En el capítulo sobre David Lynch del libro de Mark Fisher, Lo raro y lo espeluznante, si bien se posiciona contra algunas de las lecturas más habituales sobre Lynch, al mismo tiempo ofrece magníficas claves para pensar sobre elementos habituales presentes en su obra. Una de ellas es cuando Fisher se pregunta, respecto a la supuesta dimensión onírica de Mullholand Drive: ¿pero de quién es el sueño en última instancia? Igualmente, el énfasis en las cortinas, ventanas y el Club Silencio de dicho filme como pasajes hacia otra realidad permiten trascender adjetivos como “raro” o “absurdo” que a menudo se endilgan a la obra de Lynch pues, como Fisher bien advierte, quizá más bien lo que se propone son distintos planos de ontología de la realidad.

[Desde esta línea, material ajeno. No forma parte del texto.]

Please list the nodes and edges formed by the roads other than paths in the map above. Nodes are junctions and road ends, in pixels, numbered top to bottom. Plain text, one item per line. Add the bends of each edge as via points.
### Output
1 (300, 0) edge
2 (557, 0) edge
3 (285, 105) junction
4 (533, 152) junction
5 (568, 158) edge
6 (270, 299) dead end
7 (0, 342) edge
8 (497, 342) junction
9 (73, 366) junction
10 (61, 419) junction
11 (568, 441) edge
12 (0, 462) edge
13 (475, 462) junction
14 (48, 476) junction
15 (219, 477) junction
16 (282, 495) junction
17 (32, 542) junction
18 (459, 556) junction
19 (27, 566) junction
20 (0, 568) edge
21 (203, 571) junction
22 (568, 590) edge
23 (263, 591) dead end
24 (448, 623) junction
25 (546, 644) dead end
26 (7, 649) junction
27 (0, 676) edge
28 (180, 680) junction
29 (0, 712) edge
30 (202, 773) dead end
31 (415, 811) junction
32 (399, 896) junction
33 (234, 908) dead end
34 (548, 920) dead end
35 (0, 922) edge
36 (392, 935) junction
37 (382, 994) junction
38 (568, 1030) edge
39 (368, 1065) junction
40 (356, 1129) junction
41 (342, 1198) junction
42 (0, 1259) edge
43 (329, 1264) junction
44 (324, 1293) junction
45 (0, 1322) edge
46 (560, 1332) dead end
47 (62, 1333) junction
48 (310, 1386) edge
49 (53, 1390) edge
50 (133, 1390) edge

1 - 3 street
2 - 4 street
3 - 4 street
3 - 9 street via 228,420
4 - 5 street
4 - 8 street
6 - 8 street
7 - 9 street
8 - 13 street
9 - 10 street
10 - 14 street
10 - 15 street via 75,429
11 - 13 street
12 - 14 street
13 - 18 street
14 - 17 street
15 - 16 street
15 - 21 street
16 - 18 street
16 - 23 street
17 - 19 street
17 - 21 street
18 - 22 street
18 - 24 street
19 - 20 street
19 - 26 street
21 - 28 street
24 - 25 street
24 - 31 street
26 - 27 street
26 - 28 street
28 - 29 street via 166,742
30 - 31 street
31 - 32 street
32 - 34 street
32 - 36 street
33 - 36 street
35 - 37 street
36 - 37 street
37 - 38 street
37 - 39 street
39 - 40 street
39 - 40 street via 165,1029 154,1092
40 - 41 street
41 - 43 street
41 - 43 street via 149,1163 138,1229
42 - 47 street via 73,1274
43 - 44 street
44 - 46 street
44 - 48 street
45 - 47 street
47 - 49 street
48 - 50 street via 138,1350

La más reciente obra lyncheana, el breve cortometraje de 2017 (disponible en Netflix), What did Jack do?, parecería condensar en 16 minutos varios de los motivos recurrentes de sus películas. Se trata de un interrogatorio que Lynch en su papel de detective realiza a un mono llamado Jack Cruz, de quien se sospecha mató a un tal Max Clegg por un tema pasional, al disputarse el amor de una gallina de nombre Tootatabon. La estética es de film noir y el salón de una estación de tren muestra una ventana que precisamente alude a una frontera en cuyo interior se vuelven plausibles tanto el crimen potencial como la esgrima verbal de tintes beckettianos que se produce entre Lynch y el mono, donde no pocas veces éste pareciera sacar la mejor parte, como cuando le dice “Yo solía pasar el tiempo con payasos como tú”. Y aquí también un acto musical, la interpretación de Jack de una canción de amor titulada “True Love’s Flame”, funge como puerta hacia el desenlace final donde se resuelve el crimen, como si el explícito artificio de un mono vestido de esmoquin que canta apasionado una canción de amor a una gallina precipitara nuevamente la irrupción de la lógica detectivesca que conducirá a resolver el homicidio.
Hablando de motivos recurrentes, What did Jack do? me produce el mismo gozoso extrañamiento que las obras mayores de Lynch, y casi que parte del acto de verlas consiste en quedarse largo rato pensando acerca de qué le produce a uno y, sobre todo, por qué. Y es que pensando en una época donde el mero concepto de una realidad objetiva, común a todos, ya era puesto en juego desde antes de la pandemia, los fascinantes submundos lyncheanos donde lo implausible se conduce bajo una rigurosa lógica (cinematográfica, onírica, y de varias especies más) resultan curiosamente reconfortantes. Pero ni siquiera por el lugar común de que la realidad supera a la ficción, sino más bien por un hecho que a su vez recorre prácticamente toda la obra de Mark Fisher: que la realidad es igualmente una ficción, determinada en buena parte por las estructuras simbólicas que determinan las coordenadas bajo las que actuamos. Y así es más fácil entregarse a la demencia colectiva de un momento histórico más inverosímil que la escena más descabellada de la filmografía completa de David Lynch.